Siyaset

Tuğrul Türkeş'den Bahçeli'ye 10 sayfalık mektup

Başbakan Yardımcısı Tuğrul Türkeş, ''Sayın Bahçeli'nin gönlünde bir merkez solun içinde bulunduğu bir iktidar arzusu da yatıyor olabilir'' dedi. Türkeş, 57'nci hükümet döneminde Bahçeli'ye, Öcalan'ın idamına ilişkin bir mektup yazdığını da açıkladı.

Tuğrul Türkeş'den Bahçeli'ye 10 sayfalık mektup
30-10-2015 16:40


Başbakan Yardımcısı ve AK Parti Ankara Milletvekili adayı Tuğrul Türkeş, NTV canlı yayınında Funda Görey'in sorularını yanıtladı.

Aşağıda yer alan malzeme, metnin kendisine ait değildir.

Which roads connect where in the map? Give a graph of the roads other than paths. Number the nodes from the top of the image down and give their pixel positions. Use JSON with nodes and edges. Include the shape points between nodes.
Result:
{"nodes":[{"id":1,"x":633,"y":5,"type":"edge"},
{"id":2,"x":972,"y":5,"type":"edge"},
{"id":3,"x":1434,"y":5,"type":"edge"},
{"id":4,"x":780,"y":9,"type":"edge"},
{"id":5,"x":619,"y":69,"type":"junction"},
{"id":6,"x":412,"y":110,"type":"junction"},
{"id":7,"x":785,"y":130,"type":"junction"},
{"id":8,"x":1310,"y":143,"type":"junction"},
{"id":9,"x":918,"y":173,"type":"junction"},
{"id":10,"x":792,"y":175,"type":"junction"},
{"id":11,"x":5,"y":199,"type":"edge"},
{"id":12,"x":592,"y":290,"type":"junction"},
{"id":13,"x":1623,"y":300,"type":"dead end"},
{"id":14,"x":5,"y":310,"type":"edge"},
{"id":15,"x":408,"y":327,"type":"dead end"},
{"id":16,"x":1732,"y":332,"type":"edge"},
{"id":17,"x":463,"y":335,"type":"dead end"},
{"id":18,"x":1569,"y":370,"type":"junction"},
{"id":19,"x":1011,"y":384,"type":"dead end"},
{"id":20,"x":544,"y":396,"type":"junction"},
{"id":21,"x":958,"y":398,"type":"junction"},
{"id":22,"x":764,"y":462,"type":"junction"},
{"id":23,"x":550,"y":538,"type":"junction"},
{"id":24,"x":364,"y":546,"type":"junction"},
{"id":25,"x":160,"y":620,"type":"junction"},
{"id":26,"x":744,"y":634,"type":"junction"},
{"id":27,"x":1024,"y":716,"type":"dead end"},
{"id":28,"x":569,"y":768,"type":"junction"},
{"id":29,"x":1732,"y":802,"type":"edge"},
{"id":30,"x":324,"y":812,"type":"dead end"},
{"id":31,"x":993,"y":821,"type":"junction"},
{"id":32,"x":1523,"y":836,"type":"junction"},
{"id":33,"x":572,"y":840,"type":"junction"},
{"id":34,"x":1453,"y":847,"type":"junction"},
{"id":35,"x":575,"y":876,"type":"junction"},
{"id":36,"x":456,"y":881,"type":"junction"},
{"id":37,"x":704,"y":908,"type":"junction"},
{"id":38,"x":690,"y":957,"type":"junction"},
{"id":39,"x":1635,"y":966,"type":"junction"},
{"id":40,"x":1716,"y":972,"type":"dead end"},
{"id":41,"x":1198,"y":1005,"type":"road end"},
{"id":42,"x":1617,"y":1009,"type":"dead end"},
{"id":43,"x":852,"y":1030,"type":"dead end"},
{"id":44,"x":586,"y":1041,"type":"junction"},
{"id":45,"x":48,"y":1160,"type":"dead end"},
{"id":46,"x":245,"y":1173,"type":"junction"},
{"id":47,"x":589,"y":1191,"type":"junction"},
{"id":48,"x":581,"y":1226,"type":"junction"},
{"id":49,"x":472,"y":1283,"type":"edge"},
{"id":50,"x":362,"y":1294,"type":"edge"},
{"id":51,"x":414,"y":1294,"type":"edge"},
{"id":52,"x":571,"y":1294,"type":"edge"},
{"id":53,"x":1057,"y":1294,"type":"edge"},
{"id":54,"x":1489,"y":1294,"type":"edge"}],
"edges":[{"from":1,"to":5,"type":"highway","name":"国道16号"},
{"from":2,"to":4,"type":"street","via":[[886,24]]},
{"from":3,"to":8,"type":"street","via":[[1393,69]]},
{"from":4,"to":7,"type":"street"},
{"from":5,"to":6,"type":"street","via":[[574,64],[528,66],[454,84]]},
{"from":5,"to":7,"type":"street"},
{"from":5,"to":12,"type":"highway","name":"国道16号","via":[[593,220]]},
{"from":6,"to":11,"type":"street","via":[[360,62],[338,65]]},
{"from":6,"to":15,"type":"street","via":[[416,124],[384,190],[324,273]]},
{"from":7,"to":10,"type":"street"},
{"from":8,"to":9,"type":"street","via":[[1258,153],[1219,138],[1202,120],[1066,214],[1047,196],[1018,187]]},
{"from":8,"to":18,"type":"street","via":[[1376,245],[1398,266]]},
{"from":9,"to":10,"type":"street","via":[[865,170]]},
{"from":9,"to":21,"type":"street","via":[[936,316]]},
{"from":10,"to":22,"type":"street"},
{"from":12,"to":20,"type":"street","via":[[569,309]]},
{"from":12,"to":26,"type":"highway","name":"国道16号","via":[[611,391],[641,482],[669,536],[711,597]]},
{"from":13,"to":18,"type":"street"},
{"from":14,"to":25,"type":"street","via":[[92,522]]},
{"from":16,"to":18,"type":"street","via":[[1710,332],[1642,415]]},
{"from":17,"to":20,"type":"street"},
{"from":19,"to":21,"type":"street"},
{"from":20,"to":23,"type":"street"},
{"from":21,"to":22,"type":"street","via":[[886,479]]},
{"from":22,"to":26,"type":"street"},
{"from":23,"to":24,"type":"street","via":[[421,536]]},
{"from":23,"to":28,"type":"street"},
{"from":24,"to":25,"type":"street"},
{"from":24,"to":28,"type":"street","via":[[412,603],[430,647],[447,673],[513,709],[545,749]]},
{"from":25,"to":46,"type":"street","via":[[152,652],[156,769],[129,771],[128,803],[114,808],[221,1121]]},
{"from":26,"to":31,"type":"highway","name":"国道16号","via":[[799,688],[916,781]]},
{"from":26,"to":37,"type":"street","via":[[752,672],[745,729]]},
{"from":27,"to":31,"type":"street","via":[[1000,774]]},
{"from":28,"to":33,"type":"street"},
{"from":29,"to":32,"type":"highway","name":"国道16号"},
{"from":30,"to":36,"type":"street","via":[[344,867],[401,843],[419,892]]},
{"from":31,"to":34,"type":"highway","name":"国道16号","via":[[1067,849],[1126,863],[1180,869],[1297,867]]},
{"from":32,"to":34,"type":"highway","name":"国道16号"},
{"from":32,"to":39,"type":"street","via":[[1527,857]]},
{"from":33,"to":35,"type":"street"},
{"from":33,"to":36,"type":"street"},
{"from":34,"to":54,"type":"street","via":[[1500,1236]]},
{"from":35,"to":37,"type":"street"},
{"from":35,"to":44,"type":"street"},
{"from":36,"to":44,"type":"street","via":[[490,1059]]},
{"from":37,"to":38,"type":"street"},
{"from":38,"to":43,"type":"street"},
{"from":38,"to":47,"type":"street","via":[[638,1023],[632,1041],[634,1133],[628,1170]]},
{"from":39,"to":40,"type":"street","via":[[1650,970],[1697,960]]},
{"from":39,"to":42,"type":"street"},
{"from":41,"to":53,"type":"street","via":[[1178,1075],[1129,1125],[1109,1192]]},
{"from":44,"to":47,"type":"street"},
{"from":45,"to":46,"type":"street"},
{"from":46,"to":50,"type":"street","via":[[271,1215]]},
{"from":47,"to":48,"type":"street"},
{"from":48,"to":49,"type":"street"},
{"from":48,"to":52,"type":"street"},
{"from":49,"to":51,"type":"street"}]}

''BAHÇELİ'YE 10 SAYFALIK MEKTUP YAZMIŞTIM''

Tuğrul Türkeş, 57. hükümet döneminde Öcalan'ın idamının ertelenmemesi yönünde MHP Genel Başkanı Devlet Bahçeli'ye 10 sayfalık bir mektup yazdığını açıkladı.

Türkeş, ''Kendilerinin bu işin içinde olmamaları gerektiğini söyledim. Bir kopyası kendindedir bir kopyası bendedir' şeklinde konuştu.

''SAYIN BAHÇELİ'NİN GÖNLÜNDE BELKİ DE...''

Başbakan Yardımcısı Türkeş, Bahçeli için bir de öngörüde bulundu: ''Bahçeli Refah ve Doğru Yol ile koalisyon yapmak istememişti. Bu seferki önerilerine de baktığınızda yani ben girmem amadan sonra hep CHP'yi ve HDP'yi öne çıkartan formülleri önerdi. Demek ki belki de kendi gönlünde bir merkez solun içinde bulunduğu bir iktidar arzusu da yatıyor olabilir.''

Türkeş'e sorulan sorular ve alınan cevaplar şöyle:

AK Partili olarak ilk kez seçim kampanyanızı yürütüyorsunuz. Alıştınız mı? Tabanın, partililerin tepkisi nasıl?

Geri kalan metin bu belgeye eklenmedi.